__What is required__: The data must be given again in full, with no line altered.

Records drawn from a dataset:
....

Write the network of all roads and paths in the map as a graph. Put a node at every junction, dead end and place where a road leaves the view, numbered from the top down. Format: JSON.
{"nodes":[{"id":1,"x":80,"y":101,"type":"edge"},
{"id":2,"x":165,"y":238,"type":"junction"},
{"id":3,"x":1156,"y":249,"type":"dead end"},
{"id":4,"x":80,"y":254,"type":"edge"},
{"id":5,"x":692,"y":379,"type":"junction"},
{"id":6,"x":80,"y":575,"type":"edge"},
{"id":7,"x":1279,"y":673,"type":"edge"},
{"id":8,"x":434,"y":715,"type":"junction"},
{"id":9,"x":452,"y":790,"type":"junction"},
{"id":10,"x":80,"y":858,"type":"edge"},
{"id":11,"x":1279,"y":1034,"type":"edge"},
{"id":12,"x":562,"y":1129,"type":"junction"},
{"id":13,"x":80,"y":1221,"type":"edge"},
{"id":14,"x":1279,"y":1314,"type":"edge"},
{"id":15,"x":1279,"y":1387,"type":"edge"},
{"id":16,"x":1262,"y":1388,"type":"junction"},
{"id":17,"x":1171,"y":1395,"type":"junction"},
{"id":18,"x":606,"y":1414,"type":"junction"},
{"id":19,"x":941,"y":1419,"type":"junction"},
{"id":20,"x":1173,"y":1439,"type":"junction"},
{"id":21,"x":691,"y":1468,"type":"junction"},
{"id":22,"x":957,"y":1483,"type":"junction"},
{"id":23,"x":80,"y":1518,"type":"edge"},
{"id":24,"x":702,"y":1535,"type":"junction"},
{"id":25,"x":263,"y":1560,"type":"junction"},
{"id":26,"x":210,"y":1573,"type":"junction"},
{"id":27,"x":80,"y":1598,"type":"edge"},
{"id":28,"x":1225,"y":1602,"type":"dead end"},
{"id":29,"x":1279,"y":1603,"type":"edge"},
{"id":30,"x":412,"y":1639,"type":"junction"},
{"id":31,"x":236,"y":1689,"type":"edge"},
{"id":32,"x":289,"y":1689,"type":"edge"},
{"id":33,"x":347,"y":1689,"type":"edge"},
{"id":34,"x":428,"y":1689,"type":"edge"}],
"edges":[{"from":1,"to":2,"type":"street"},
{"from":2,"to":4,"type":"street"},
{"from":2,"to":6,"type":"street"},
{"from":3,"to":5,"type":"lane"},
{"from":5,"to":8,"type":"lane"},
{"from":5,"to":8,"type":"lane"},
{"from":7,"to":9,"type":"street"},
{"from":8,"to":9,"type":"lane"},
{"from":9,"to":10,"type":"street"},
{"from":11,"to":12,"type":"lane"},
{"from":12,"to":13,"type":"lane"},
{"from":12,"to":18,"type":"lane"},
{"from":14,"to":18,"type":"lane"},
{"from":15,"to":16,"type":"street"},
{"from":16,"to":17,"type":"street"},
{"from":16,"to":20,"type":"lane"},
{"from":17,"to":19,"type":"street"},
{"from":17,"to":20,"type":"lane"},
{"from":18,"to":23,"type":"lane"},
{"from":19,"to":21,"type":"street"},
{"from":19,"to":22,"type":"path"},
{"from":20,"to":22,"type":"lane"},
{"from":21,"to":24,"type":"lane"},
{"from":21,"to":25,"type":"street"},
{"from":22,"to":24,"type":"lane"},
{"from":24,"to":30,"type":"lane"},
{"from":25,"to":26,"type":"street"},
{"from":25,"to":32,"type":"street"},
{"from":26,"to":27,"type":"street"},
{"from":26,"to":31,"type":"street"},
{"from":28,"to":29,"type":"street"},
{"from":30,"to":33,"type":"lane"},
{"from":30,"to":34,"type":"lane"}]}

....

__Output of the task__:
Write the network of all roads and paths in the map as a graph. Put a node at every junction, dead end and place where a road leaves the view, numbered from the top down. Format: JSON.
{"nodes":[{"id":1,"x":80,"y":101,"type":"edge"},
{"id":2,"x":165,"y":238,"type":"junction"},
{"id":3,"x":1156,"y":249,"type":"dead end"},
{"id":4,"x":80,"y":254,"type":"edge"},
{"id":5,"x":692,"y":379,"type":"junction"},
{"id":6,"x":80,"y":575,"type":"edge"},
{"id":7,"x":1279,"y":673,"type":"edge"},
{"id":8,"x":434,"y":715,"type":"junction"},
{"id":9,"x":452,"y":790,"type":"junction"},
{"id":10,"x":80,"y":858,"type":"edge"},
{"id":11,"x":1279,"y":1034,"type":"edge"},
{"id":12,"x":562,"y":1129,"type":"junction"},
{"id":13,"x":80,"y":1221,"type":"edge"},
{"id":14,"x":1279,"y":1314,"type":"edge"},
{"id":15,"x":1279,"y":1387,"type":"edge"},
{"id":16,"x":1262,"y":1388,"type":"junction"},
{"id":17,"x":1171,"y":1395,"type":"junction"},
{"id":18,"x":606,"y":1414,"type":"junction"},
{"id":19,"x":941,"y":1419,"type":"junction"},
{"id":20,"x":1173,"y":1439,"type":"junction"},
{"id":21,"x":691,"y":1468,"type":"junction"},
{"id":22,"x":957,"y":1483,"type":"junction"},
{"id":23,"x":80,"y":1518,"type":"edge"},
{"id":24,"x":702,"y":1535,"type":"junction"},
{"id":25,"x":263,"y":1560,"type":"junction"},
{"id":26,"x":210,"y":1573,"type":"junction"},
{"id":27,"x":80,"y":1598,"type":"edge"},
{"id":28,"x":1225,"y":1602,"type":"dead end"},
{"id":29,"x":1279,"y":1603,"type":"edge"},
{"id":30,"x":412,"y":1639,"type":"junction"},
{"id":31,"x":236,"y":1689,"type":"edge"},
{"id":32,"x":289,"y":1689,"type":"edge"},
{"id":33,"x":347,"y":1689,"type":"edge"},
{"id":34,"x":428,"y":1689,"type":"edge"}],
"edges":[{"from":1,"to":2,"type":"street"},
{"from":2,"to":4,"type":"street"},
{"from":2,"to":6,"type":"street"},
{"from":3,"to":5,"type":"lane"},
{"from":5,"to":8,"type":"lane"},
{"from":5,"to":8,"type":"lane"},
{"from":7,"to":9,"type":"street"},
{"from":8,"to":9,"type":"lane"},
{"from":9,"to":10,"type":"street"},
{"from":11,"to":12,"type":"lane"},
{"from":12,"to":13,"type":"lane"},
{"from":12,"to":18,"type":"lane"},
{"from":14,"to":18,"type":"lane"},
{"from":15,"to":16,"type":"street"},
{"from":16,"to":17,"type":"street"},
{"from":16,"to":20,"type":"lane"},
{"from":17,"to":19,"type":"street"},
{"from":17,"to":20,"type":"lane"},
{"from":18,"to":23,"type":"lane"},
{"from":19,"to":21,"type":"street"},
{"from":19,"to":22,"type":"path"},
{"from":20,"to":22,"type":"lane"},
{"from":21,"to":24,"type":"lane"},
{"from":21,"to":25,"type":"street"},
{"from":22,"to":24,"type":"lane"},
{"from":24,"to":30,"type":"lane"},
{"from":25,"to":26,"type":"street"},
{"from":25,"to":32,"type":"street"},
{"from":26,"to":27,"type":"street"},
{"from":26,"to":31,"type":"street"},
{"from":28,"to":29,"type":"street"},
{"from":30,"to":33,"type":"lane"},
{"from":30,"to":34,"type":"lane"}]}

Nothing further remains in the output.